This line from an old Top Gear rerun brought a wry smile to my face. My kids were avidly watching the three hosts racing the length of what may have been New Zealand, pitting a crappy budget rental car against a racing yacht piloted by a very young looking Ben Ainslie.

While not strictly true, the sentiment struck a chord with me. There is a liberating freedom associated with enjoying the usage of something, while avoiding the accountability of ownership.

Rental cars that magically transform into racing cars, rally cars, or off-roading machines in a manner for which they were never designed.

Hotel guests who happily trampoline like young children on the beds, and enjoy a hot shower with a duration measured in hours (without sparing a thought for the resulting utility bill).

Tenants who observe, then choose to ignore, maintenance issues. They don’t want the hassle. The clean-up. The wait for tradesmen who never turn up.

The lies we tell

Recently a reader commented that:

People lie.
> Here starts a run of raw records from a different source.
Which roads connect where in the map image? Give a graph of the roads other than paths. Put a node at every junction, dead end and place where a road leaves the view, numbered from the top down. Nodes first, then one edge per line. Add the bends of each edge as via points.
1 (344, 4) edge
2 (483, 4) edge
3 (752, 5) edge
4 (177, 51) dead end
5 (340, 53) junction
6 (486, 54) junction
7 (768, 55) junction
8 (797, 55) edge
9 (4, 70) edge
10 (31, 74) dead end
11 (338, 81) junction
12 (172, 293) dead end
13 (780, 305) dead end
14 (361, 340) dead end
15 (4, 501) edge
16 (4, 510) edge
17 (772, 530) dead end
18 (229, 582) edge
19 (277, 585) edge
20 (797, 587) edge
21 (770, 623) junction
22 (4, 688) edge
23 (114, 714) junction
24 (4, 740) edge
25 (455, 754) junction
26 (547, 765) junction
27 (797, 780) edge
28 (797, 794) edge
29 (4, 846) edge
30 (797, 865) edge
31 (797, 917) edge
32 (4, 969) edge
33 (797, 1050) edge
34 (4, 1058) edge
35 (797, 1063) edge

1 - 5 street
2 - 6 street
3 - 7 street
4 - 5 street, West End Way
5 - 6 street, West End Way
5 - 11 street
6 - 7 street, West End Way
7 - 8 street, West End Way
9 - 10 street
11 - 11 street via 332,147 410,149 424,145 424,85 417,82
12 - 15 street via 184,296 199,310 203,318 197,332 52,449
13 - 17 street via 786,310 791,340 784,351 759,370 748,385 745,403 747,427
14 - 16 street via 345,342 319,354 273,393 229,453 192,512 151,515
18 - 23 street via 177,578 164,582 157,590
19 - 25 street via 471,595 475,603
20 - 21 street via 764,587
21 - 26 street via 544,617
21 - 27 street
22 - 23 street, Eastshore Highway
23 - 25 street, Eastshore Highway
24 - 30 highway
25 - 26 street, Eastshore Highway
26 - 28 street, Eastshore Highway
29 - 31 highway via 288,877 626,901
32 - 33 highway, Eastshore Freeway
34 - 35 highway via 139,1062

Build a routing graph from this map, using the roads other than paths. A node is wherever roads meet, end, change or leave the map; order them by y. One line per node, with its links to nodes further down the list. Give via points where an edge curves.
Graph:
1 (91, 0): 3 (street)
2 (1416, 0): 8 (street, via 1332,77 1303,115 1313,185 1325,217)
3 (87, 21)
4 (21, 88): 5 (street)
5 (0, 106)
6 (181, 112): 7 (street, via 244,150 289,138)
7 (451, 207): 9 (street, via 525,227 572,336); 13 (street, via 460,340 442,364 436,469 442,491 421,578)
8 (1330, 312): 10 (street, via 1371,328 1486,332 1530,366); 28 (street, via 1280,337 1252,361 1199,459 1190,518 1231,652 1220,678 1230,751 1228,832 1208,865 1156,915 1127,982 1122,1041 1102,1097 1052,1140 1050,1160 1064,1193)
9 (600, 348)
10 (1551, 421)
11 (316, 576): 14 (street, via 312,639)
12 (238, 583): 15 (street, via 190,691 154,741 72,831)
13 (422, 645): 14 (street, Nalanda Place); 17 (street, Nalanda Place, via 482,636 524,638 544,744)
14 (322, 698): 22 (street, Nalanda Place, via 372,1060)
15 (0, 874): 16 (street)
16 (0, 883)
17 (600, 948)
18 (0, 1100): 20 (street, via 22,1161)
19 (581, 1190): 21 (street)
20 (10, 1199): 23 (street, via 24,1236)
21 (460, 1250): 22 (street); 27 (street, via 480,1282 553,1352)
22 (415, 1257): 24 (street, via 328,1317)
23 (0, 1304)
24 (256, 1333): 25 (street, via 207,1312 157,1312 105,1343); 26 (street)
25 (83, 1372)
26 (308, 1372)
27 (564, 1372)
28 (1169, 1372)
Numbers don’t

Initially I chuckled at the apparent naïvety of the statement.

My personal experiences as an accountant and working at an investment bank had confirmed many times over the quote:

more fiction is written in Excel than Word and Powerpoint combined!

Then I thought about it some more.

  • Choosing what to measure is a choice made by people.
  • Selecting the method of measurement is a decision.
  • Determining how those figures will be analysed is a judgement.
  • The interpretation of the numbers involves perspective.
  • Making a decision based on that interpretation is an act.
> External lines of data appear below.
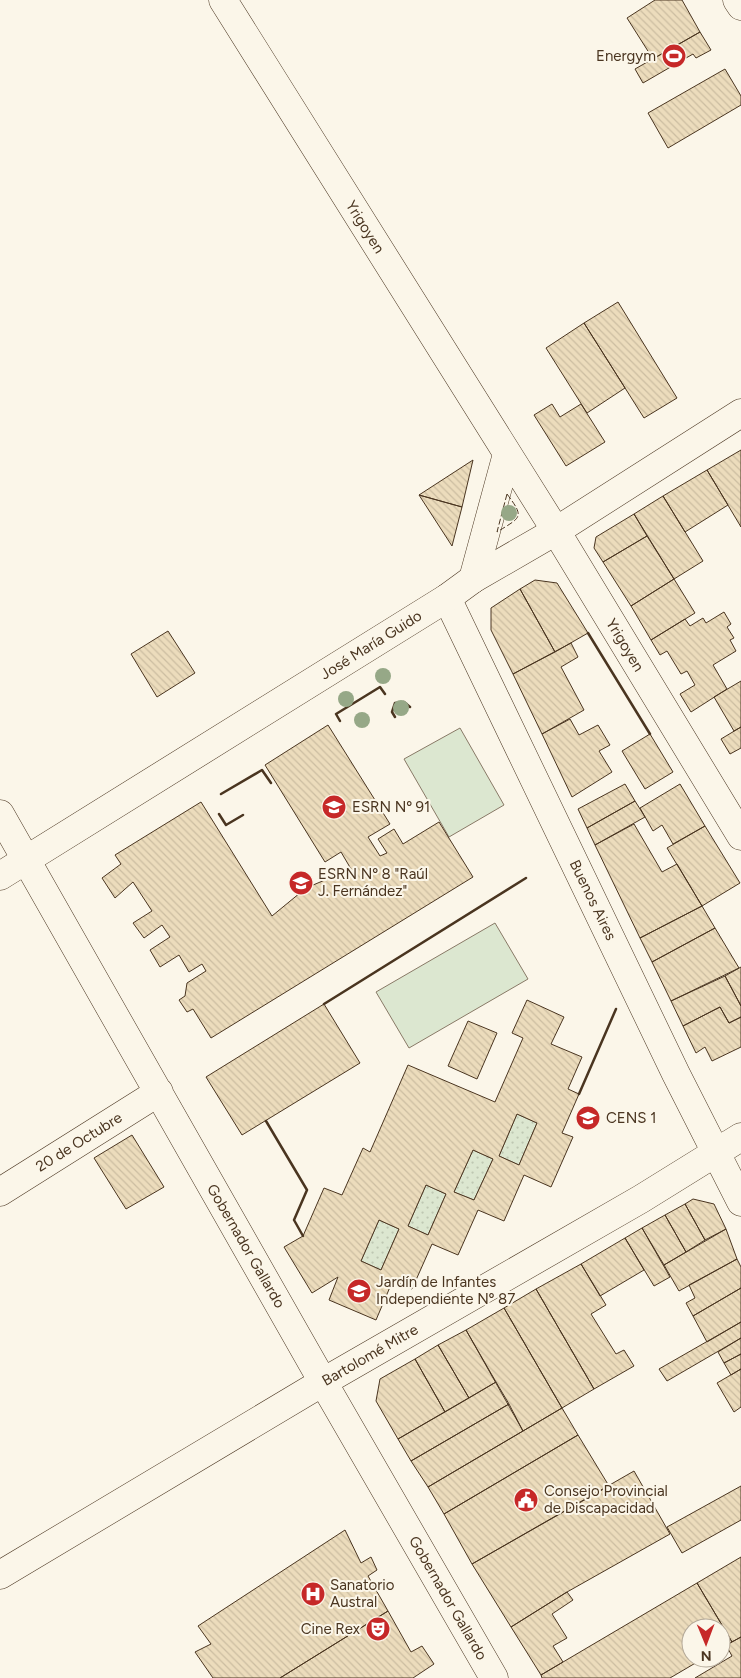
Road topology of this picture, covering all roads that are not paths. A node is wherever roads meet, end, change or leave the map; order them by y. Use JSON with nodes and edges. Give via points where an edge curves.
{"nodes":[{"id":1,"x":223,"y":0,"type":"edge"},
{"id":2,"x":737,"y":0,"type":"edge"},
{"id":3,"x":741,"y":6,"type":"edge"},
{"id":4,"x":741,"y":413,"type":"edge"},
{"id":5,"x":507,"y":454,"type":"junction"},
{"id":6,"x":556,"y":531,"type":"junction"},
{"id":7,"x":474,"y":579,"type":"junction"},
{"id":8,"x":447,"y":598,"type":"junction"},
{"id":9,"x":0,"y":814,"type":"edge"},
{"id":10,"x":741,"y":836,"type":"edge"},
{"id":11,"x":27,"y":859,"type":"junction"},
{"id":12,"x":0,"y":876,"type":"edge"},
{"id":13,"x":159,"y":1092,"type":"junction"},
{"id":14,"x":741,"y":1137,"type":"edge"},
{"id":15,"x":717,"y":1152,"type":"junction"},
{"id":16,"x":0,"y":1192,"type":"edge"},
{"id":17,"x":741,"y":1202,"type":"edge"},
{"id":18,"x":323,"y":1382,"type":"junction"},
{"id":19,"x":0,"y":1575,"type":"edge"},
{"id":20,"x":494,"y":1678,"type":"edge"}],
"edges":[{"from":1,"to":5,"type":"street","name":"Yrigoyen"},
{"from":2,"to":3,"type":"street"},
{"from":4,"to":6,"type":"street","name":"José María Guido"},
{"from":5,"to":6,"type":"street","name":"Yrigoyen"},
{"from":5,"to":7,"type":"street"},
{"from":6,"to":7,"type":"street","name":"José María Guido"},
{"from":6,"to":10,"type":"street","name":"Yrigoyen"},
{"from":7,"to":8,"type":"street","name":"José María Guido"},
{"from":8,"to":11,"type":"street","name":"José María Guido"},
{"from":8,"to":15,"type":"street","name":"Buenos Aires","via":[[676,1074]]},
{"from":9,"to":11,"type":"street","name":"Gobernador Gallardo"},
{"from":11,"to":12,"type":"street","name":"José María Guido"},
{"from":11,"to":13,"type":"street","name":"Gobernador Gallardo"},
{"from":13,"to":16,"type":"street","name":"20 de Octubre"},
{"from":13,"to":18,"type":"street","name":"Gobernador Gallardo"},
{"from":14,"to":15,"type":"street","name":"Bartolomé Mitre"},
{"from":15,"to":17,"type":"street","name":"Buenos Aires"},
{"from":15,"to":18,"type":"street","name":"Bartolomé Mitre"},
{"from":18,"to":19,"type":"street","name":"Bartolomé Mitre"},
{"from":18,"to":20,"type":"street","name":"Gobernador Gallardo"}]}
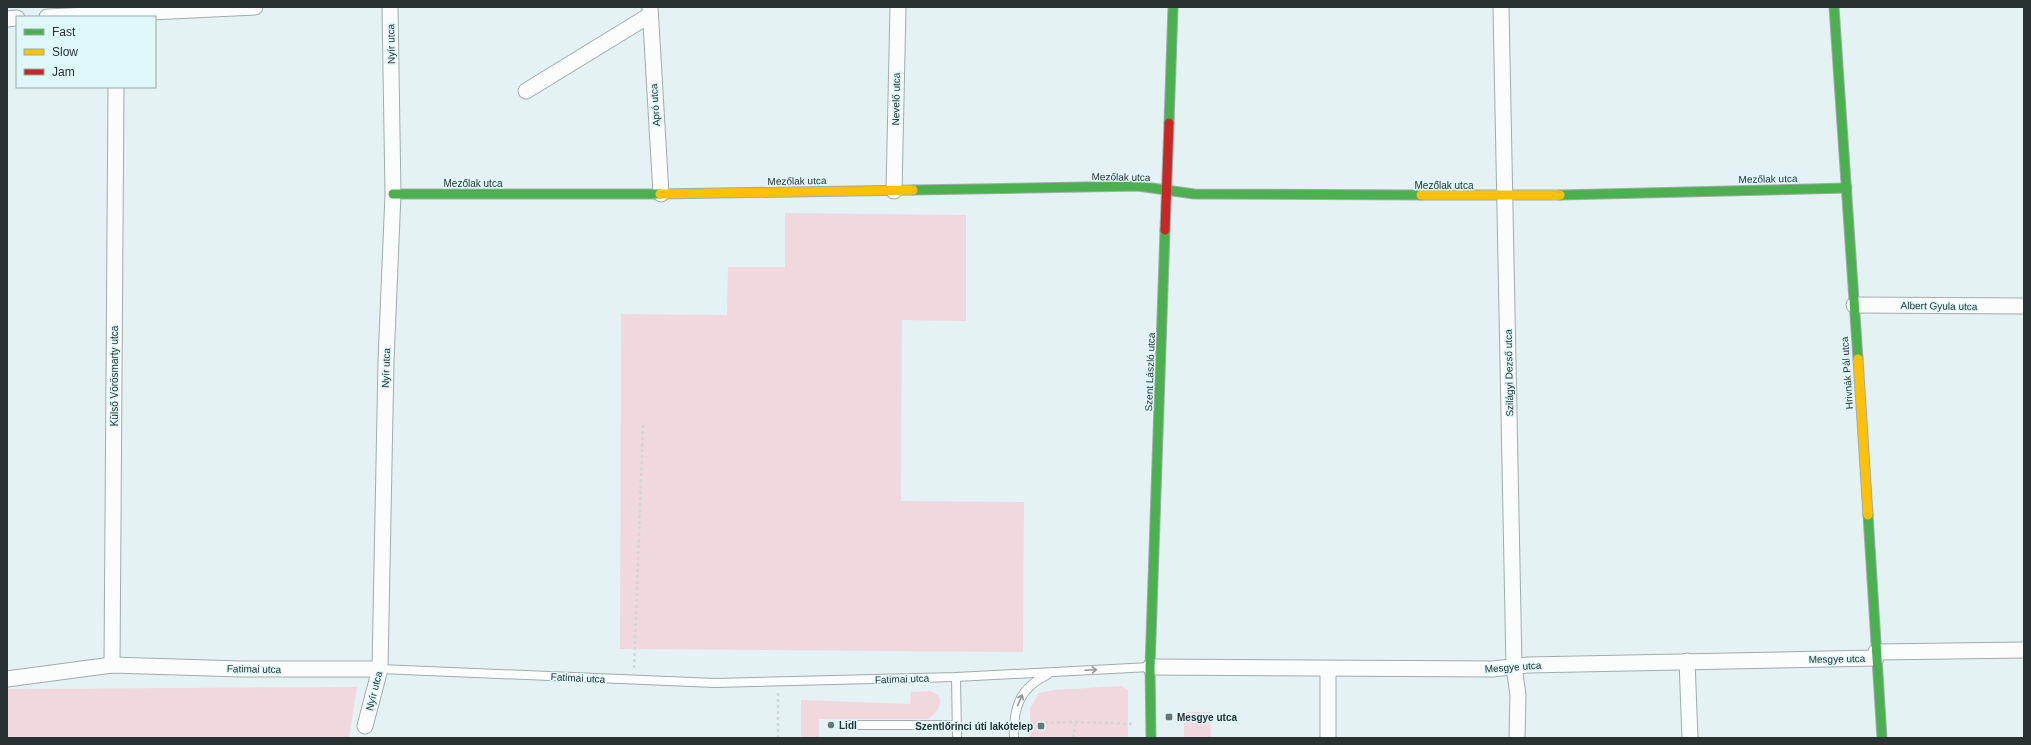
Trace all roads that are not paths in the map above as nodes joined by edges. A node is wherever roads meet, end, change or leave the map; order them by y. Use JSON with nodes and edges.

All these activities are performed by a fallible person; subject to the same lapses in judgement, gaps in knowledge, biases and wishful thinking that we all suffer from to varying degrees.

The numbers themselves just are. Objects, like rocks. It is the perspective of the beholder that decides one rock is a worthless piece of shale, while another is a priceless diamond.

Therefore upon reflection, I must humbly apologise to that reader for doubting them, and applaud the wisdom of their perspective.

A person’s propensity to delude themselves is boundless indeed!

Year end rituals

With the holiday season approaching, it is a common practice to benchmark your financial performance over the calendar year.

This time of year presents an opportunity to pause, reflect, evaluate, and… shirk accountability!

Some people will perform a victory dance in celebration of their numbers improving, proclaiming their financial genius, while channelling their inner politician by claiming full credit for the outcome.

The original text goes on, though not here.